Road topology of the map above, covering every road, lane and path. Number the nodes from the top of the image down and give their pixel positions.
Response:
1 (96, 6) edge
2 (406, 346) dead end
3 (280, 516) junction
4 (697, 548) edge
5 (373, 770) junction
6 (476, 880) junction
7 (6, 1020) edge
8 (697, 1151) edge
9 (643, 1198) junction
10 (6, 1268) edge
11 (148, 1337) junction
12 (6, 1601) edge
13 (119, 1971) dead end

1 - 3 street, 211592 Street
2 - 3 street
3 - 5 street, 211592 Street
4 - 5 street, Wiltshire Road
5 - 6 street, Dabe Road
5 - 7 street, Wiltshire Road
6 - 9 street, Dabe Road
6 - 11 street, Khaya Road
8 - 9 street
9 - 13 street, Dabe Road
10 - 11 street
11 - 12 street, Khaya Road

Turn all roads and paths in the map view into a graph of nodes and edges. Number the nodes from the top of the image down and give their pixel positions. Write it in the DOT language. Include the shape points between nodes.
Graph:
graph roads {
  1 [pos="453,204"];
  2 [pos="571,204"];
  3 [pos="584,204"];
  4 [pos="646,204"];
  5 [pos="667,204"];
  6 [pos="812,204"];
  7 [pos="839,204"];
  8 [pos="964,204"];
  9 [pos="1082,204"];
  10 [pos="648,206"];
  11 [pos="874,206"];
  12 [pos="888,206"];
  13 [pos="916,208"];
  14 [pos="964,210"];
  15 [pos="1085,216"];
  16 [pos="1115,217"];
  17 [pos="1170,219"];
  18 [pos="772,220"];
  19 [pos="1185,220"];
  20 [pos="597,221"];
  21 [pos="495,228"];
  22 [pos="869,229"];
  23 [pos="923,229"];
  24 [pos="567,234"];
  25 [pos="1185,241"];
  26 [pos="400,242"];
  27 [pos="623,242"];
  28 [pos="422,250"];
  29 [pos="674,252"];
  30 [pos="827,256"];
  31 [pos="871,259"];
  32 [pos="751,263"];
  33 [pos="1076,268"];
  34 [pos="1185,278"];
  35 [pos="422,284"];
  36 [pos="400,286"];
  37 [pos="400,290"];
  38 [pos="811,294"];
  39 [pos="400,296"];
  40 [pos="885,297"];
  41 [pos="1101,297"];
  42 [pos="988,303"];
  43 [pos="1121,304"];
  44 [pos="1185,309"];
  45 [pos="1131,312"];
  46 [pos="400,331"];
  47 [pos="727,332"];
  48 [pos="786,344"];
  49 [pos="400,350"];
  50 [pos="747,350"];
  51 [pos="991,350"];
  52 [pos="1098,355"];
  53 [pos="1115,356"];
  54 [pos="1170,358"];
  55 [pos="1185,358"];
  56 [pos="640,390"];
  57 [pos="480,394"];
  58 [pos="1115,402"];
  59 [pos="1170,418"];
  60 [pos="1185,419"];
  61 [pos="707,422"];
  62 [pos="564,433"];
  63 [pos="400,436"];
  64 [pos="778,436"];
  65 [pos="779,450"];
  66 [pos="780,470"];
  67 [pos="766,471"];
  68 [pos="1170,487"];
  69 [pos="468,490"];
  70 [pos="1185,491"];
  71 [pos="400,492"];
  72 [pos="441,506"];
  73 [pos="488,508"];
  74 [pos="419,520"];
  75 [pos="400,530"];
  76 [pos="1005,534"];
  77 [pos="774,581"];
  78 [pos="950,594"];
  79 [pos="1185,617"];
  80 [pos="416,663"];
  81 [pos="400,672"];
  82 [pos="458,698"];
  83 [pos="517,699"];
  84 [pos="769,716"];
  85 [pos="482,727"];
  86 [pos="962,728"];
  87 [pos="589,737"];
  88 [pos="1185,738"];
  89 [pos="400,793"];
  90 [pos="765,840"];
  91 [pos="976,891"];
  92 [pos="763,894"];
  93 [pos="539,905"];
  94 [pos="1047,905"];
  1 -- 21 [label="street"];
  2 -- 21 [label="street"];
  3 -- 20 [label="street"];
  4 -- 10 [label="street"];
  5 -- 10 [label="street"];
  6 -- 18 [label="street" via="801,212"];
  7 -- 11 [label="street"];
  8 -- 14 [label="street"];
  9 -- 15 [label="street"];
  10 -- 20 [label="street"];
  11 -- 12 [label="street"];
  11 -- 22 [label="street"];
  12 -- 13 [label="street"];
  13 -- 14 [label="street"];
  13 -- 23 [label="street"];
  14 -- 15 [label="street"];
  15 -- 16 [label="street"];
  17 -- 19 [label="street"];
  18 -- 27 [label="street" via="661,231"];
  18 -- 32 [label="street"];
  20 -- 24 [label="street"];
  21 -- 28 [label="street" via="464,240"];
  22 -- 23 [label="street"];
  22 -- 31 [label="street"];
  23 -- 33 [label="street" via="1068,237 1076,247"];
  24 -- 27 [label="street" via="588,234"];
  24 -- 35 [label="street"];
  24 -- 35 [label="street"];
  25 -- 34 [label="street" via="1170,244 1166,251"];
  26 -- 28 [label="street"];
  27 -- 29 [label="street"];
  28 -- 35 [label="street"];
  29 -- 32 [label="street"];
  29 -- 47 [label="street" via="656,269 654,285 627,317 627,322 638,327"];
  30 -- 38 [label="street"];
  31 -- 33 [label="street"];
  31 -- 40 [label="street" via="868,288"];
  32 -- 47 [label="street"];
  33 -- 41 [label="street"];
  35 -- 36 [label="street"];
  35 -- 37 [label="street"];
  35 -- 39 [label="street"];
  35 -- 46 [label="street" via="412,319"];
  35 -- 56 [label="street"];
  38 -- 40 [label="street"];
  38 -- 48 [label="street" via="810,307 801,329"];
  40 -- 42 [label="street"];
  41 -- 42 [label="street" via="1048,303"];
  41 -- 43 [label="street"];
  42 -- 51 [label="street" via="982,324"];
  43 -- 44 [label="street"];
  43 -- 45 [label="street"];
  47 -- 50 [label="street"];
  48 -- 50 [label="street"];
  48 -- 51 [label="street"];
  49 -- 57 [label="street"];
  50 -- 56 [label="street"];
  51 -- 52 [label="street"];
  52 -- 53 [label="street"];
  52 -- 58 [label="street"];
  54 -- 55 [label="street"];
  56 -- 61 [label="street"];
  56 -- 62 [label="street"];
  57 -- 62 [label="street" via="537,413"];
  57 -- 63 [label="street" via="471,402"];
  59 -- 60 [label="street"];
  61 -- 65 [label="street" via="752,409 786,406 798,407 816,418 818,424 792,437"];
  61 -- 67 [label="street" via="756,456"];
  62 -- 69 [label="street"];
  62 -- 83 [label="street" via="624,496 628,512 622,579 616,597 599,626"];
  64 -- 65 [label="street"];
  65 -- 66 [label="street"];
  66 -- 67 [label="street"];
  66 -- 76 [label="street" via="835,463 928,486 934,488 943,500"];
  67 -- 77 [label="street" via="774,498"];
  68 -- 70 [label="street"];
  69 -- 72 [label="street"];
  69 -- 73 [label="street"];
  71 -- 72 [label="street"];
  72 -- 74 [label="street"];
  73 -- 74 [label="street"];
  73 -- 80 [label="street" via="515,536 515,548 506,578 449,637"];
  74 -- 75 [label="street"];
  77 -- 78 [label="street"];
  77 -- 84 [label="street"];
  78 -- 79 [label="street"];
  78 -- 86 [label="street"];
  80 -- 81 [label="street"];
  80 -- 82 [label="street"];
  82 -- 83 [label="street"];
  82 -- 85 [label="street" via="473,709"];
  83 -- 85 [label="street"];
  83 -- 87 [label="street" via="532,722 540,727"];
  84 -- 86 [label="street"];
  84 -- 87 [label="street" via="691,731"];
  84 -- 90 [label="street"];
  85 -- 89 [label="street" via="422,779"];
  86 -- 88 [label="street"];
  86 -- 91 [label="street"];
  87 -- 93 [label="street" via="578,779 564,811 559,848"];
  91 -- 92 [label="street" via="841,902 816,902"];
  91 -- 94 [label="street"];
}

> **WORK REQUEST**
Return the full material exactly.

> **RESPONSE TO THE TASK**
Road topology of the map above, covering every road, lane and path. Number the nodes from the top of the image down and give their pixel positions.
Response:
1 (96, 6) edge
2 (406, 346) dead end
3 (280, 516) junction
4 (697, 548) edge
5 (373, 770) junction
6 (476, 880) junction
7 (6, 1020) edge
8 (697, 1151) edge
9 (643, 1198) junction
10 (6, 1268) edge
11 (148, 1337) junction
12 (6, 1601) edge
13 (119, 1971) dead end

1 - 3 street, 211592 Street
2 - 3 street
3 - 5 street, 211592 Street
4 - 5 street, Wiltshire Road
5 - 6 street, Dabe Road
5 - 7 street, Wiltshire Road
6 - 9 street, Dabe Road
6 - 11 street, Khaya Road
8 - 9 street
9 - 13 street, Dabe Road
10 - 11 street
11 - 12 street, Khaya Road

Turn all roads and paths in the map view into a graph of nodes and edges. Number the nodes from the top of the image down and give their pixel positions. Write it in the DOT language. Include the shape points between nodes.
Graph:
graph roads {
  1 [pos="453,204"];
  2 [pos="571,204"];
  3 [pos="584,204"];
  4 [pos="646,204"];
  5 [pos="667,204"];
  6 [pos="812,204"];
  7 [pos="839,204"];
  8 [pos="964,204"];
  9 [pos="1082,204"];
  10 [pos="648,206"];
  11 [pos="874,206"];
  12 [pos="888,206"];
  13 [pos="916,208"];
  14 [pos="964,210"];
  15 [pos="1085,216"];
  16 [pos="1115,217"];
  17 [pos="1170,219"];
  18 [pos="772,220"];
  19 [pos="1185,220"];
  20 [pos="597,221"];
  21 [pos="495,228"];
  22 [pos="869,229"];
  23 [pos="923,229"];
  24 [pos="567,234"];
  25 [pos="1185,241"];
  26 [pos="400,242"];
  27 [pos="623,242"];
  28 [pos="422,250"];
  29 [pos="674,252"];
  30 [pos="827,256"];
  31 [pos="871,259"];
  32 [pos="751,263"];
  33 [pos="1076,268"];
  34 [pos="1185,278"];
  35 [pos="422,284"];
  36 [pos="400,286"];
  37 [pos="400,290"];
  38 [pos="811,294"];
  39 [pos="400,296"];
  40 [pos="885,297"];
  41 [pos="1101,297"];
  42 [pos="988,303"];
  43 [pos="1121,304"];
  44 [pos="1185,309"];
  45 [pos="1131,312"];
  46 [pos="400,331"];
  47 [pos="727,332"];
  48 [pos="786,344"];
  49 [pos="400,350"];
  50 [pos="747,350"];
  51 [pos="991,350"];
  52 [pos="1098,355"];
  53 [pos="1115,356"];
  54 [pos="1170,358"];
  55 [pos="1185,358"];
  56 [pos="640,390"];
  57 [pos="480,394"];
  58 [pos="1115,402"];
  59 [pos="1170,418"];
  60 [pos="1185,419"];
  61 [pos="707,422"];
  62 [pos="564,433"];
  63 [pos="400,436"];
  64 [pos="778,436"];
  65 [pos="779,450"];
  66 [pos="780,470"];
  67 [pos="766,471"];
  68 [pos="1170,487"];
  69 [pos="468,490"];
  70 [pos="1185,491"];
  71 [pos="400,492"];
  72 [pos="441,506"];
  73 [pos="488,508"];
  74 [pos="419,520"];
  75 [pos="400,530"];
  76 [pos="1005,534"];
  77 [pos="774,581"];
  78 [pos="950,594"];
  79 [pos="1185,617"];
  80 [pos="416,663"];
  81 [pos="400,672"];
  82 [pos="458,698"];
  83 [pos="517,699"];
  84 [pos="769,716"];
  85 [pos="482,727"];
  86 [pos="962,728"];
  87 [pos="589,737"];
  88 [pos="1185,738"];
  89 [pos="400,793"];
  90 [pos="765,840"];
  91 [pos="976,891"];
  92 [pos="763,894"];
  93 [pos="539,905"];
  94 [pos="1047,905"];
  1 -- 21 [label="street"];
  2 -- 21 [label="street"];
  3 -- 20 [label="street"];
  4 -- 10 [label="street"];
  5 -- 10 [label="street"];
  6 -- 18 [label="street" via="801,212"];
  7 -- 11 [label="street"];
  8 -- 14 [label="street"];
  9 -- 15 [label="street"];
  10 -- 20 [label="street"];
  11 -- 12 [label="street"];
  11 -- 22 [label="street"];
  12 -- 13 [label="street"];
  13 -- 14 [label="street"];
  13 -- 23 [label="street"];
  14 -- 15 [label="street"];
  15 -- 16 [label="street"];
  17 -- 19 [label="street"];
  18 -- 27 [label="street" via="661,231"];
  18 -- 32 [label="street"];
  20 -- 24 [label="street"];
  21 -- 28 [label="street" via="464,240"];
  22 -- 23 [label="street"];
  22 -- 31 [label="street"];
  23 -- 33 [label="street" via="1068,237 1076,247"];
  24 -- 27 [label="street" via="588,234"];
  24 -- 35 [label="street"];
  24 -- 35 [label="street"];
  25 -- 34 [label="street" via="1170,244 1166,251"];
  26 -- 28 [label="street"];
  27 -- 29 [label="street"];
  28 -- 35 [label="street"];
  29 -- 32 [label="street"];
  29 -- 47 [label="street" via="656,269 654,285 627,317 627,322 638,327"];
  30 -- 38 [label="street"];
  31 -- 33 [label="street"];
  31 -- 40 [label="street" via="868,288"];
  32 -- 47 [label="street"];
  33 -- 41 [label="street"];
  35 -- 36 [label="street"];
  35 -- 37 [label="street"];
  35 -- 39 [label="street"];
  35 -- 46 [label="street" via="412,319"];
  35 -- 56 [label="street"];
  38 -- 40 [label="street"];
  38 -- 48 [label="street" via="810,307 801,329"];
  40 -- 42 [label="street"];
  41 -- 42 [label="street" via="1048,303"];
  41 -- 43 [label="street"];
  42 -- 51 [label="street" via="982,324"];
  43 -- 44 [label="street"];
  43 -- 45 [label="street"];
  47 -- 50 [label="street"];
  48 -- 50 [label="street"];
  48 -- 51 [label="street"];
  49 -- 57 [label="street"];
  50 -- 56 [label="street"];
  51 -- 52 [label="street"];
  52 -- 53 [label="street"];
  52 -- 58 [label="street"];
  54 -- 55 [label="street"];
  56 -- 61 [label="street"];
  56 -- 62 [label="street"];
  57 -- 62 [label="street" via="537,413"];
  57 -- 63 [label="street" via="471,402"];
  59 -- 60 [label="street"];
  61 -- 65 [label="street" via="752,409 786,406 798,407 816,418 818,424 792,437"];
  61 -- 67 [label="street" via="756,456"];
  62 -- 69 [label="street"];
  62 -- 83 [label="street" via="624,496 628,512 622,579 616,597 599,626"];
  64 -- 65 [label="street"];
  65 -- 66 [label="street"];
  66 -- 67 [label="street"];
  66 -- 76 [label="street" via="835,463 928,486 934,488 943,500"];
  67 -- 77 [label="street" via="774,498"];
  68 -- 70 [label="street"];
  69 -- 72 [label="street"];
  69 -- 73 [label="street"];
  71 -- 72 [label="street"];
  72 -- 74 [label="street"];
  73 -- 74 [label="street"];
  73 -- 80 [label="street" via="515,536 515,548 506,578 449,637"];
  74 -- 75 [label="street"];
  77 -- 78 [label="street"];
  77 -- 84 [label="street"];
  78 -- 79 [label="street"];
  78 -- 86 [label="street"];
  80 -- 81 [label="street"];
  80 -- 82 [label="street"];
  82 -- 83 [label="street"];
  82 -- 85 [label="street" via="473,709"];
  83 -- 85 [label="street"];
  83 -- 87 [label="street" via="532,722 540,727"];
  84 -- 86 [label="street"];
  84 -- 87 [label="street" via="691,731"];
  84 -- 90 [label="street"];
  85 -- 89 [label="street" via="422,779"];
  86 -- 88 [label="street"];
  86 -- 91 [label="street"];
  87 -- 93 [label="street" via="578,779 564,811 559,848"];
  91 -- 92 [label="street" via="841,902 816,902"];
  91 -- 94 [label="street"];
}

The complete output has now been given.